→ What the task requires: Quote every line of the data below as it stands, omitting pictures.

*** Block opens ***

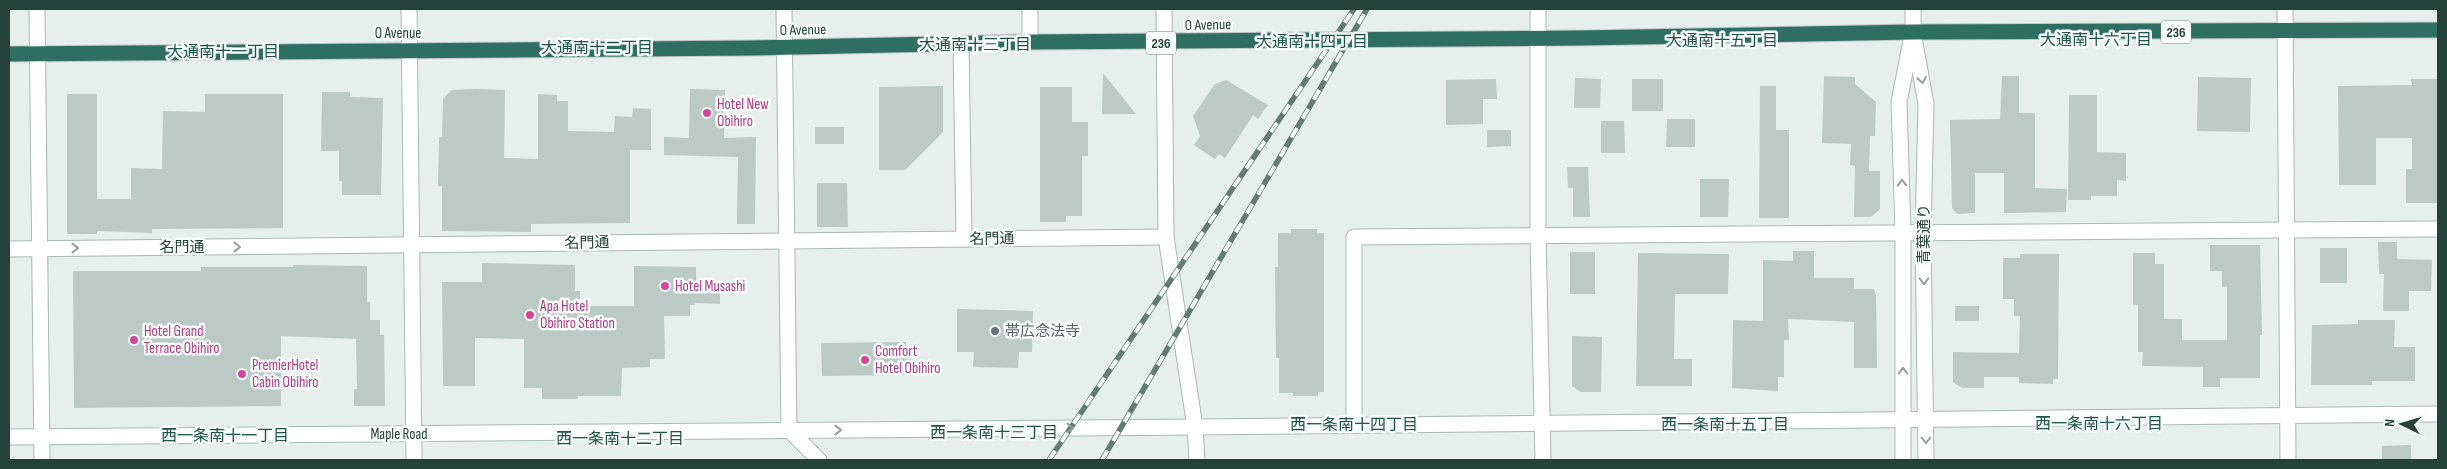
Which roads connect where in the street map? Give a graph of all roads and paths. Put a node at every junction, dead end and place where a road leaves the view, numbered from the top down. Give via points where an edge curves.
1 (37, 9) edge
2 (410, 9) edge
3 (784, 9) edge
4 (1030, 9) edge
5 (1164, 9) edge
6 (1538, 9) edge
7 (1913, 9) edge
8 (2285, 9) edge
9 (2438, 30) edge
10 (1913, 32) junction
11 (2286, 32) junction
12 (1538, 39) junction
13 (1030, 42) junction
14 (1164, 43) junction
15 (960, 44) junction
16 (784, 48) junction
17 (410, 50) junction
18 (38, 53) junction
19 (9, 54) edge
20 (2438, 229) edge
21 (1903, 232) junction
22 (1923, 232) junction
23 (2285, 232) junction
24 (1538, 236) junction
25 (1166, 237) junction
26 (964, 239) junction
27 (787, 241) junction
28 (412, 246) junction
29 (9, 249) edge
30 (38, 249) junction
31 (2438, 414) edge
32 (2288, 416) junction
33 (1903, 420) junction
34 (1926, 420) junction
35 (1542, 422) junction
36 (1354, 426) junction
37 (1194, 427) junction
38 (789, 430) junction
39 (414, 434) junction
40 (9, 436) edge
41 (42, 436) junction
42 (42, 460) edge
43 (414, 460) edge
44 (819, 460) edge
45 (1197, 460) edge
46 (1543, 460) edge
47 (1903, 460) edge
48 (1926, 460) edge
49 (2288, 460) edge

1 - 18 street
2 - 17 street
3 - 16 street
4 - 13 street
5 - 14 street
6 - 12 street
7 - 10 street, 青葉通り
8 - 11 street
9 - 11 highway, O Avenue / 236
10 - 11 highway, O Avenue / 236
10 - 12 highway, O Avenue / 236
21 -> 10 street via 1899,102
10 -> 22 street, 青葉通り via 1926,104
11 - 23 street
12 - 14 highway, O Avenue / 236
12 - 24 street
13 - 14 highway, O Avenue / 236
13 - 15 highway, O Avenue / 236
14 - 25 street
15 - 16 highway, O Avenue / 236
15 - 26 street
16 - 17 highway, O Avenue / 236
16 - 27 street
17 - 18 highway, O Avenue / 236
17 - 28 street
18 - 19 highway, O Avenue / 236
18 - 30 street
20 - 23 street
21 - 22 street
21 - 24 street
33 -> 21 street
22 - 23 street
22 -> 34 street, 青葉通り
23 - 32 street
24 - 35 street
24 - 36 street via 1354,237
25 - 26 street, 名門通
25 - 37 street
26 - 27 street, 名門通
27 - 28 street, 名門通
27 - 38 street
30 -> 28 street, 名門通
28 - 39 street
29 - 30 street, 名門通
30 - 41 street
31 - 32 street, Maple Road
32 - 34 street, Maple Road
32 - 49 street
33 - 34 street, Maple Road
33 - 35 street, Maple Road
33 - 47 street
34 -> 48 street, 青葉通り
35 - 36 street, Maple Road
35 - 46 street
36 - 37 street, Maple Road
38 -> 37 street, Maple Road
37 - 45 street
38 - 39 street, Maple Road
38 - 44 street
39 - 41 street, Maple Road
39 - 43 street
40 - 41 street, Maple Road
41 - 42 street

*** Block closes ***

→ Output for this exercise:
Which roads connect where in the street map? Give a graph of all roads and paths. Put a node at every junction, dead end and place where a road leaves the view, numbered from the top down. Give via points where an edge curves.
1 (37, 9) edge
2 (410, 9) edge
3 (784, 9) edge
4 (1030, 9) edge
5 (1164, 9) edge
6 (1538, 9) edge
7 (1913, 9) edge
8 (2285, 9) edge
9 (2438, 30) edge
10 (1913, 32) junction
11 (2286, 32) junction
12 (1538, 39) junction
13 (1030, 42) junction
14 (1164, 43) junction
15 (960, 44) junction
16 (784, 48) junction
17 (410, 50) junction
18 (38, 53) junction
19 (9, 54) edge
20 (2438, 229) edge
21 (1903, 232) junction
22 (1923, 232) junction
23 (2285, 232) junction
24 (1538, 236) junction
25 (1166, 237) junction
26 (964, 239) junction
27 (787, 241) junction
28 (412, 246) junction
29 (9, 249) edge
30 (38, 249) junction
31 (2438, 414) edge
32 (2288, 416) junction
33 (1903, 420) junction
34 (1926, 420) junction
35 (1542, 422) junction
36 (1354, 426) junction
37 (1194, 427) junction
38 (789, 430) junction
39 (414, 434) junction
40 (9, 436) edge
41 (42, 436) junction
42 (42, 460) edge
43 (414, 460) edge
44 (819, 460) edge
45 (1197, 460) edge
46 (1543, 460) edge
47 (1903, 460) edge
48 (1926, 460) edge
49 (2288, 460) edge

1 - 18 street
2 - 17 street
3 - 16 street
4 - 13 street
5 - 14 street
6 - 12 street
7 - 10 street, 青葉通り
8 - 11 street
9 - 11 highway, O Avenue / 236
10 - 11 highway, O Avenue / 236
10 - 12 highway, O Avenue / 236
21 -> 10 street via 1899,102
10 -> 22 street, 青葉通り via 1926,104
11 - 23 street
12 - 14 highway, O Avenue / 236
12 - 24 street
13 - 14 highway, O Avenue / 236
13 - 15 highway, O Avenue / 236
14 - 25 street
15 - 16 highway, O Avenue / 236
15 - 26 street
16 - 17 highway, O Avenue / 236
16 - 27 street
17 - 18 highway, O Avenue / 236
17 - 28 street
18 - 19 highway, O Avenue / 236
18 - 30 street
20 - 23 street
21 - 22 street
21 - 24 street
33 -> 21 street
22 - 23 street
22 -> 34 street, 青葉通り
23 - 32 street
24 - 35 street
24 - 36 street via 1354,237
25 - 26 street, 名門通
25 - 37 street
26 - 27 street, 名門通
27 - 28 street, 名門通
27 - 38 street
30 -> 28 street, 名門通
28 - 39 street
29 - 30 street, 名門通
30 - 41 street
31 - 32 street, Maple Road
32 - 34 street, Maple Road
32 - 49 street
33 - 34 street, Maple Road
33 - 35 street, Maple Road
33 - 47 street
34 -> 48 street, 青葉通り
35 - 36 street, Maple Road
35 - 46 street
36 - 37 street, Maple Road
38 -> 37 street, Maple Road
37 - 45 street
38 - 39 street, Maple Road
38 - 44 street
39 - 41 street, Maple Road
39 - 43 street
40 - 41 street, Maple Road
41 - 42 street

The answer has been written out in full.